(Saved data entries)
********
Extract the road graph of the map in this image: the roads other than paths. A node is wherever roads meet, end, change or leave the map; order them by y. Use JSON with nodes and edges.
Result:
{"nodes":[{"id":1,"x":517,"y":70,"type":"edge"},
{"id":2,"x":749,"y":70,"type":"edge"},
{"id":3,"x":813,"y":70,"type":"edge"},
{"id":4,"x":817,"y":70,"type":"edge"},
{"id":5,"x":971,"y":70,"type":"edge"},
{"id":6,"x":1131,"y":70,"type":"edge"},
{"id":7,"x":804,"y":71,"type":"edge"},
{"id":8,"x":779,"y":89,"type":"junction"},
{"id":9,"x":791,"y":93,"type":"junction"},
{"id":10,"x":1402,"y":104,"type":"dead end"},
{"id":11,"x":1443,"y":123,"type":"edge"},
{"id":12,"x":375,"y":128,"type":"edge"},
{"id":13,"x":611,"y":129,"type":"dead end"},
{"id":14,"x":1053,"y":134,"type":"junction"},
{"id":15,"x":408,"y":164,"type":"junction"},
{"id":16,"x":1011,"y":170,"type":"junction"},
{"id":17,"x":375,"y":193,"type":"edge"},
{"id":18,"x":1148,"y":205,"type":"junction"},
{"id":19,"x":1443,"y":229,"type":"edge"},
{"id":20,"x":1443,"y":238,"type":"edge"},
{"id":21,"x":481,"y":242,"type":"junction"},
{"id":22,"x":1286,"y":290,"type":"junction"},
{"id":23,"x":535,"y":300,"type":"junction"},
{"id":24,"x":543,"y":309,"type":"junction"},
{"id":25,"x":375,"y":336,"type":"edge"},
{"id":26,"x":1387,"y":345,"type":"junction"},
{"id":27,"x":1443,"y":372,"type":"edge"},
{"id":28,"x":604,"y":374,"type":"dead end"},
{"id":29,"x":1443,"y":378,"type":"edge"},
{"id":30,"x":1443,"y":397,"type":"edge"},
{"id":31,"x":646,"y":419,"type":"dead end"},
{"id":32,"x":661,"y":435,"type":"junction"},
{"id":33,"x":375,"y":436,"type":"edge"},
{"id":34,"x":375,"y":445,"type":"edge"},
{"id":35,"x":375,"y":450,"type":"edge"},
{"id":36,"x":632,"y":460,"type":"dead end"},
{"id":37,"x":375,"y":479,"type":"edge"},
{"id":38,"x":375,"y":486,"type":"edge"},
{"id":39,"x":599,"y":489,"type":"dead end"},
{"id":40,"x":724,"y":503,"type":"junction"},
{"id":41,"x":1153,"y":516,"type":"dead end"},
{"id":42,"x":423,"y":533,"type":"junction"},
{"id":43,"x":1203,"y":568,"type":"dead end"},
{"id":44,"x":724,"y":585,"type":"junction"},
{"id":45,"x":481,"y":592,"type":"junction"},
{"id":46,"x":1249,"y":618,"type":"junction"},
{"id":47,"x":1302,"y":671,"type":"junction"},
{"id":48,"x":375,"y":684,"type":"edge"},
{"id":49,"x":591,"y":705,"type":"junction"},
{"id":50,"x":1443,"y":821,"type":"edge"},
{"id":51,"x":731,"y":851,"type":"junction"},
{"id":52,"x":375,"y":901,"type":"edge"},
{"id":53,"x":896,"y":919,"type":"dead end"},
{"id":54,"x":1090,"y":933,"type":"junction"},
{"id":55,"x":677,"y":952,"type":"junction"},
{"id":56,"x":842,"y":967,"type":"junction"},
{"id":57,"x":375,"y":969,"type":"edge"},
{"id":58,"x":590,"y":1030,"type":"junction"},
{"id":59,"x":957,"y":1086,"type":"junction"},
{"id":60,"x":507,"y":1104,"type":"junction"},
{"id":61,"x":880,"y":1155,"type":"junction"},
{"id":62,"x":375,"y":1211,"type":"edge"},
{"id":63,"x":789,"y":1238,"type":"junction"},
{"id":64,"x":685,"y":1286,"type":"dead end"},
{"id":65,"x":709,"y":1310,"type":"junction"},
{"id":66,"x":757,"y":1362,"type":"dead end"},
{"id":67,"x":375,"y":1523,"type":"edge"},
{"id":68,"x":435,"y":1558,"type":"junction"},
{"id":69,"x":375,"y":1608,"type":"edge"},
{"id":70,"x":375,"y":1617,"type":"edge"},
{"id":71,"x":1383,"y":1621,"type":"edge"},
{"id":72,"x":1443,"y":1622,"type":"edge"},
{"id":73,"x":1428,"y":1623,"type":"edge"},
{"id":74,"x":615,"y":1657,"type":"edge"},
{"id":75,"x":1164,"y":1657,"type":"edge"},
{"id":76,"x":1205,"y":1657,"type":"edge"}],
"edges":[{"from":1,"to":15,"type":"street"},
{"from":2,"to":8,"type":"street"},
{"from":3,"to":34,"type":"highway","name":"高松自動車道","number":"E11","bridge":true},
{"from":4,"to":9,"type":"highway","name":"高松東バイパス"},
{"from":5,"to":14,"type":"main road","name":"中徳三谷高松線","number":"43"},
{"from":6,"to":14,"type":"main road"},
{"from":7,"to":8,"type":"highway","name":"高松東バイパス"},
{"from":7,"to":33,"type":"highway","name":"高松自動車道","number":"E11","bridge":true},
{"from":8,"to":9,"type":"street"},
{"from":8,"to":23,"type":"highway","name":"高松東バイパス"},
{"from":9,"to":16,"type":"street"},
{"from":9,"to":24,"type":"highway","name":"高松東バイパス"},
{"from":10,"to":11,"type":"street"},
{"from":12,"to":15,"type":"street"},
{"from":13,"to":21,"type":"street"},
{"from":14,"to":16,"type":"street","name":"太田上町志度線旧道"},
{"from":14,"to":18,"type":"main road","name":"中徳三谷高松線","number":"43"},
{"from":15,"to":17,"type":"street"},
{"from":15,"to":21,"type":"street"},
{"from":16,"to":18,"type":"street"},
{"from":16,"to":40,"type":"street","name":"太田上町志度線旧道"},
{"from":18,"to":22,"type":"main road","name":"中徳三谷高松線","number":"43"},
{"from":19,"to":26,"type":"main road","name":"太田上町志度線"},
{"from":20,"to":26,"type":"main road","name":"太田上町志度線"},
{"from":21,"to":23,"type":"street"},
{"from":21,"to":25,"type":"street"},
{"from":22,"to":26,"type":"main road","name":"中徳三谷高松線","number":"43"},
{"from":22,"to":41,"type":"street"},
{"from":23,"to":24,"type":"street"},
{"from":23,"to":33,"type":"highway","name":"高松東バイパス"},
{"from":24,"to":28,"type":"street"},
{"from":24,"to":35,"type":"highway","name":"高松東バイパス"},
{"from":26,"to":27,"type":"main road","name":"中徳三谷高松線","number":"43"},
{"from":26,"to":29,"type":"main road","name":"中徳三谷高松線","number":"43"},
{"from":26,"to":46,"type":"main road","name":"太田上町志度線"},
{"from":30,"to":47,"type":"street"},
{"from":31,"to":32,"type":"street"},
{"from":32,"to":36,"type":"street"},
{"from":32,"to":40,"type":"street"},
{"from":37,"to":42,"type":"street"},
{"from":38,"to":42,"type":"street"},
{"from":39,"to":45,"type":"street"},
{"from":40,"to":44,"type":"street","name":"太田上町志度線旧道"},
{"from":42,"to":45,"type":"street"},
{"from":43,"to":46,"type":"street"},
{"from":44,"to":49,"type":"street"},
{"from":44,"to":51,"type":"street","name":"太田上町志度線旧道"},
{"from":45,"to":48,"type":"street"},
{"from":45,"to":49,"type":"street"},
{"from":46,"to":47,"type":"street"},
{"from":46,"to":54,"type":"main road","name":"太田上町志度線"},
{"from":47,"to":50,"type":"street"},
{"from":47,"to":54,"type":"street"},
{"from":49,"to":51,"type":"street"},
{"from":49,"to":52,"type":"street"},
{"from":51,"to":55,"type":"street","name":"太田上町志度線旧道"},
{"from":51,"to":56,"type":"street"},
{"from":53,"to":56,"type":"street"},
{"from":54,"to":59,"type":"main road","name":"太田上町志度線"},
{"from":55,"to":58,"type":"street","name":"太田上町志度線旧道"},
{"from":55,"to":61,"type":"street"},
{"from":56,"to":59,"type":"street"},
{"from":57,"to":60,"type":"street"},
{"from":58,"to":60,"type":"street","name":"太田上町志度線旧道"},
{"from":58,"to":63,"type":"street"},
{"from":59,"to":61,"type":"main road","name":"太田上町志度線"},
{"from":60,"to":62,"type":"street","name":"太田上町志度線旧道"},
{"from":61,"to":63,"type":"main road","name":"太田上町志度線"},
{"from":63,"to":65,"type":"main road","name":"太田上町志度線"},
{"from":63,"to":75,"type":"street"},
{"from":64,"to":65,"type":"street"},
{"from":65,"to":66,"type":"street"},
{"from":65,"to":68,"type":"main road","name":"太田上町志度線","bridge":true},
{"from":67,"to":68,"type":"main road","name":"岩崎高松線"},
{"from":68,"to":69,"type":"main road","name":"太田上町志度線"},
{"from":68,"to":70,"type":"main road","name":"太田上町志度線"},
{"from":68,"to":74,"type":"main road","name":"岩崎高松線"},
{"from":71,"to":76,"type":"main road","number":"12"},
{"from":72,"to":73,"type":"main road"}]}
********
**Problem to work on:** Wherever a line in the data above holds the word "bridge", copy that line.

**Exercise result:**
{"from":3,"to":34,"type":"highway","name":"高松自動車道","number":"E11","bridge":true},
{"from":7,"to":33,"type":"highway","name":"高松自動車道","number":"E11","bridge":true},
{"from":65,"to":68,"type":"main road","name":"太田上町志度線","bridge":true},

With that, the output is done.